First, I want to say you seem to have great instincts with the bird. Your progress is good. Trust what you think will work and try it.

My daughter's bourkes, Stanley, seems very people oriented to me. I consider him quite well bonded to her.

He eats out of our hands. He will follow an oat groat or piece of oatmeal around to do a kind of "trick". He will turn in a circle, walk from across a table and onto a hand, etc. for an oat. We don't work with him on this much. I think he would be quite amenable to more of this if we spent more time on it. He sits on our shoulders for lengthy periods of time, plays in our hair, goes potty on the "potty stand", and allows gentle petting in the direction of his feathers only. He says "pretty" and "step up", but not very clearly and in a little bird voice. He will chirp to us or say his words in order to get us to come to see him in his cage. He will come out of the cage to see us and step up from any place inside the cage when we put our hands in and ask. He will go to any stranger, adult or child, if we tell him to step up for them.

He will do things for my daughter he won't do for anyone else. She can get him to lie on his back in her hands. She rubs him against her face and kisses him on the head and on the outside of the beak.

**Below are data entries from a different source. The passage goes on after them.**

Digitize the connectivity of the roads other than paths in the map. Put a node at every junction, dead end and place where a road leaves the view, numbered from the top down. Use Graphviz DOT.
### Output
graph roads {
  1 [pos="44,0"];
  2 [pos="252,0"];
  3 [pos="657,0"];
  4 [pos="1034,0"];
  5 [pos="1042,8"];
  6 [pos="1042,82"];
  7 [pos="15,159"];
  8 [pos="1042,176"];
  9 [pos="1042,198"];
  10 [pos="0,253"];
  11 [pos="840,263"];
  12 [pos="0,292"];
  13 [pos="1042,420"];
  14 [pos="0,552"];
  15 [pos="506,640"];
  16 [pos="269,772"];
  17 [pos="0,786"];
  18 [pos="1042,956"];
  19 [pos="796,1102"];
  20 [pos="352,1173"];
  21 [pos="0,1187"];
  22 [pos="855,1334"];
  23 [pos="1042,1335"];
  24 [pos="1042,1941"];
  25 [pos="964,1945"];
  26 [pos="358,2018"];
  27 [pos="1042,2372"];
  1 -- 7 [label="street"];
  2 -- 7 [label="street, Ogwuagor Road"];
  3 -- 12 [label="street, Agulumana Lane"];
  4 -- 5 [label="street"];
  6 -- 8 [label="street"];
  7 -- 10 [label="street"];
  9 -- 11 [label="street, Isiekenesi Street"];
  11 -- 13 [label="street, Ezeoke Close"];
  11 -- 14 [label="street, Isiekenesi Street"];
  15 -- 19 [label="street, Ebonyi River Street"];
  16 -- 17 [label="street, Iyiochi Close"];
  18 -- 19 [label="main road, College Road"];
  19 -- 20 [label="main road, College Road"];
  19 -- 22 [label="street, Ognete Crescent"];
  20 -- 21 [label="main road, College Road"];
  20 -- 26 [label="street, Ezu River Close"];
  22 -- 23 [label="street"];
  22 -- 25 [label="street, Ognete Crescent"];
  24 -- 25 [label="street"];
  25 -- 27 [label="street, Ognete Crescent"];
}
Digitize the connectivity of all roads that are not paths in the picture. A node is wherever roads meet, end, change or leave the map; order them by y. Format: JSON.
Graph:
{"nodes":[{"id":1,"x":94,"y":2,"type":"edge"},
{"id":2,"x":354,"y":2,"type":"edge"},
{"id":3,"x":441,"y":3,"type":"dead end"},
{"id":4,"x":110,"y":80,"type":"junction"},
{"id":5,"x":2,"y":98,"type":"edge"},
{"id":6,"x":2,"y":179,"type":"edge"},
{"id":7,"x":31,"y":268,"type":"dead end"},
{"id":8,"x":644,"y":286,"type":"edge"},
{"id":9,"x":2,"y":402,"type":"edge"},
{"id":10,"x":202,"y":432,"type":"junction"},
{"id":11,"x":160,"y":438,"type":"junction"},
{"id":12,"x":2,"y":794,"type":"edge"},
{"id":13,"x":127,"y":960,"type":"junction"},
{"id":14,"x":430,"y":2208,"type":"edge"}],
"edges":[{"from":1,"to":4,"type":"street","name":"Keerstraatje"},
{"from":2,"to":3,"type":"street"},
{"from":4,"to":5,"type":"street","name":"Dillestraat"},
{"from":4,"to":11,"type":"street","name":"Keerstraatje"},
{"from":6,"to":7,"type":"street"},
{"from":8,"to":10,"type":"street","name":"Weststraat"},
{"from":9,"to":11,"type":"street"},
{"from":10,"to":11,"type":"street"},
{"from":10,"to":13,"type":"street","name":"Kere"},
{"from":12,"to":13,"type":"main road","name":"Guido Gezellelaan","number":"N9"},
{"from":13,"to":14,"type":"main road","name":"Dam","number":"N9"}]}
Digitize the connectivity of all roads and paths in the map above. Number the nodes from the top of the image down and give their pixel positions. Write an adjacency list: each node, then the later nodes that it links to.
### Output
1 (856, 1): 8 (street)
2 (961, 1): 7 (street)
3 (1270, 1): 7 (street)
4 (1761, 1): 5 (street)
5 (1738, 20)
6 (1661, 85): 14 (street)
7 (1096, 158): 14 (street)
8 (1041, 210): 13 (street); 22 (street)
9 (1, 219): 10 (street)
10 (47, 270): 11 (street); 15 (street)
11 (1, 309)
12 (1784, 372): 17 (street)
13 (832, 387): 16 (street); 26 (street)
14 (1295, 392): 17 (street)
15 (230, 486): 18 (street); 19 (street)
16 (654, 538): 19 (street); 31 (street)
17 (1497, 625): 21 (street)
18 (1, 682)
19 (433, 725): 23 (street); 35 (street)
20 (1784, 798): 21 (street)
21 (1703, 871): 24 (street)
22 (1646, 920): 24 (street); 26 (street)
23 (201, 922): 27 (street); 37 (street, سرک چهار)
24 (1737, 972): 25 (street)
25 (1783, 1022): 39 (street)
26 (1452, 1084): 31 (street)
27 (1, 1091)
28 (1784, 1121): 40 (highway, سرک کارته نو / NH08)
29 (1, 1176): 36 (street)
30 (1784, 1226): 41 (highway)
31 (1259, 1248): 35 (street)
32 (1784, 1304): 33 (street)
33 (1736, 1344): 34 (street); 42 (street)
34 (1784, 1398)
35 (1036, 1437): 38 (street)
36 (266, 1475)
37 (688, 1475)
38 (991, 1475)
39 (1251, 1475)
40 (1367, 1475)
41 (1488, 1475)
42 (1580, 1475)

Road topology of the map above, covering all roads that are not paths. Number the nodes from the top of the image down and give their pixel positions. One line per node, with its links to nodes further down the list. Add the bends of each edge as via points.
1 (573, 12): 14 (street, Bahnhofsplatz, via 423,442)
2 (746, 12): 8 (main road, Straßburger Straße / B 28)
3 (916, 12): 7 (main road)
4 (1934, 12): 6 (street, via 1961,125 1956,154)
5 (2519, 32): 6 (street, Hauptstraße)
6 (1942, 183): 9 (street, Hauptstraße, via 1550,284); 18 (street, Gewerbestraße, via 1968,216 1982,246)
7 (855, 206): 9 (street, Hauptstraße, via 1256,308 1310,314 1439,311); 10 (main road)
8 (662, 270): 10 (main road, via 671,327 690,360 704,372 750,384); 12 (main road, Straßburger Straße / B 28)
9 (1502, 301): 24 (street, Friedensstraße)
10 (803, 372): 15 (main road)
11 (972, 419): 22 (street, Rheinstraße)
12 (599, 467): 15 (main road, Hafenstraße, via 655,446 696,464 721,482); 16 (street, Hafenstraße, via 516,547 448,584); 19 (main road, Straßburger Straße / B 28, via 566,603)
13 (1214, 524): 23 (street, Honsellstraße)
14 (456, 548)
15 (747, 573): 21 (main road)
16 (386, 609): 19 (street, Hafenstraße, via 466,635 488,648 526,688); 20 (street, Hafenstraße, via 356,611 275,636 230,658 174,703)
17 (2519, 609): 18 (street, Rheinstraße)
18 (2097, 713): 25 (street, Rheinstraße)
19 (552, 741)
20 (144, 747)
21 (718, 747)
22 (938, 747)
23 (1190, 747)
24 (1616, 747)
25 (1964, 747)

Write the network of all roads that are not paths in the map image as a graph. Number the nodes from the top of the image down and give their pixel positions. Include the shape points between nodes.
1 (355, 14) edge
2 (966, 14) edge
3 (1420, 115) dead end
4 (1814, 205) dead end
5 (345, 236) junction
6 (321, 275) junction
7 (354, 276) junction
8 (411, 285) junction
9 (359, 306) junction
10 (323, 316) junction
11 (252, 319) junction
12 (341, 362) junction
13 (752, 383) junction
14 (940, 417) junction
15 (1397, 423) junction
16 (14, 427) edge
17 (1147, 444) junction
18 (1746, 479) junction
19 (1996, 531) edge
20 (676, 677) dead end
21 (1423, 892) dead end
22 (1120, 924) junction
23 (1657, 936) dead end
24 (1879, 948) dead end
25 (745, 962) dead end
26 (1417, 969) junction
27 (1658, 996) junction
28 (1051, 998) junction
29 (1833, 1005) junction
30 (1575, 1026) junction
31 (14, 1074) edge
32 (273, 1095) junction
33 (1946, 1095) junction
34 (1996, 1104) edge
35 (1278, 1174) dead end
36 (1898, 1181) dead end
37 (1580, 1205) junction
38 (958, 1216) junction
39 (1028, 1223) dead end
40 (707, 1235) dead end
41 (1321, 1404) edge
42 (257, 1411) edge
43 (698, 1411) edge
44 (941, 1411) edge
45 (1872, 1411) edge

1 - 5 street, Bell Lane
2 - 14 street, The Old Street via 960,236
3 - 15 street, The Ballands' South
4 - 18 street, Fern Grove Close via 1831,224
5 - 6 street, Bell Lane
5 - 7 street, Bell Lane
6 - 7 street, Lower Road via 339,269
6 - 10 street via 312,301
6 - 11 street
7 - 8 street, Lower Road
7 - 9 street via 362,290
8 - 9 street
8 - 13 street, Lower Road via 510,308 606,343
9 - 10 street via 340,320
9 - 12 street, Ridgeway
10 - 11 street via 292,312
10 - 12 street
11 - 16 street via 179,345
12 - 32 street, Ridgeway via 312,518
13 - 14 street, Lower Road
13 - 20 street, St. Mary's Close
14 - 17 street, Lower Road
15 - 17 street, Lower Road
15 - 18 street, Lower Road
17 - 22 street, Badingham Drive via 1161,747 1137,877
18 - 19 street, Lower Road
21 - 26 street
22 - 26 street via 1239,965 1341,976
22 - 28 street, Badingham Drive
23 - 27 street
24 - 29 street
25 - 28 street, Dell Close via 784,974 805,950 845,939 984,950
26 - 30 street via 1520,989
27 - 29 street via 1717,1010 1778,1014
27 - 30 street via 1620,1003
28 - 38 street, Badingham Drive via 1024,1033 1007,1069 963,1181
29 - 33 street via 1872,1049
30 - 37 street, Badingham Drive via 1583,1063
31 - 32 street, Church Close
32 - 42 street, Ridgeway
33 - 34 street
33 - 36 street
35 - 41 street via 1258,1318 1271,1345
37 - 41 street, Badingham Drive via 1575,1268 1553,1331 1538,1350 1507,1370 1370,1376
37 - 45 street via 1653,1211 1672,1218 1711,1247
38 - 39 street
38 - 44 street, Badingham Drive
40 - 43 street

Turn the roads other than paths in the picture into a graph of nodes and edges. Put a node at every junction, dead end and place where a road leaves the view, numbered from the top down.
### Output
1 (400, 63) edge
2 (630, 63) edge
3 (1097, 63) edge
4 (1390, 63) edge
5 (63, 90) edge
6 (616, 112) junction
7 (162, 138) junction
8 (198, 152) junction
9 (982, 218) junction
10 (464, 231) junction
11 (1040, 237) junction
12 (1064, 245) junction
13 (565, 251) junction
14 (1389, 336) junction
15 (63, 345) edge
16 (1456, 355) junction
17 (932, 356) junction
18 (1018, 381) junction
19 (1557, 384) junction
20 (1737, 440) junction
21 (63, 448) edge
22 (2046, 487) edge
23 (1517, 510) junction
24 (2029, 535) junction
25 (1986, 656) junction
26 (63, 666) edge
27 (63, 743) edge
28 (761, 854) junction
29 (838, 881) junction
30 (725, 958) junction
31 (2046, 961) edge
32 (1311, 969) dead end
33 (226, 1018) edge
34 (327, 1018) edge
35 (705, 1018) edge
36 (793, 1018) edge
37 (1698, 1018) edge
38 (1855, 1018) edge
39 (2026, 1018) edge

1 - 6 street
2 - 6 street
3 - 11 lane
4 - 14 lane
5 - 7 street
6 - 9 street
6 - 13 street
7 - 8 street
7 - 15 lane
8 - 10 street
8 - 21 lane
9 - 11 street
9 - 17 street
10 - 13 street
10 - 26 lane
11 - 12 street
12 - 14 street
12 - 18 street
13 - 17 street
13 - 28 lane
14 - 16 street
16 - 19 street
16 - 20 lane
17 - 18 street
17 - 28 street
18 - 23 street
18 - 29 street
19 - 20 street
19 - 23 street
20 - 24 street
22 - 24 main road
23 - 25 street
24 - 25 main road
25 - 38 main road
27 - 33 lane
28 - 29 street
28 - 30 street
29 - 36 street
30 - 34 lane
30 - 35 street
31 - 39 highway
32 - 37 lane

I attribute most of his friendliness with people to the fact that we bought him when he was almost, but not completely feathered out, and visited him at the bird store often until he was weaned. My daughter would watch the other customers playing and bonding with their birds, and she didn't have any idea that a bourkes shouldn't react the way the bigger, "friendlier" birds reacted to socialization. I'd read articles that said he wouldn't do so many things, and I'd try to tell her he wouldn't like something when she would try it, but before I could get the sentence finished she'd have him accepting it, so I finally decided to just leave her alone and let her try whatever she wanted. (Of course, it had to be safe.)

The only advice I would offer you regarding continuing your bonding process with Twitter is to not be afraid to try anything you have been comfortable doing with any of your other birds.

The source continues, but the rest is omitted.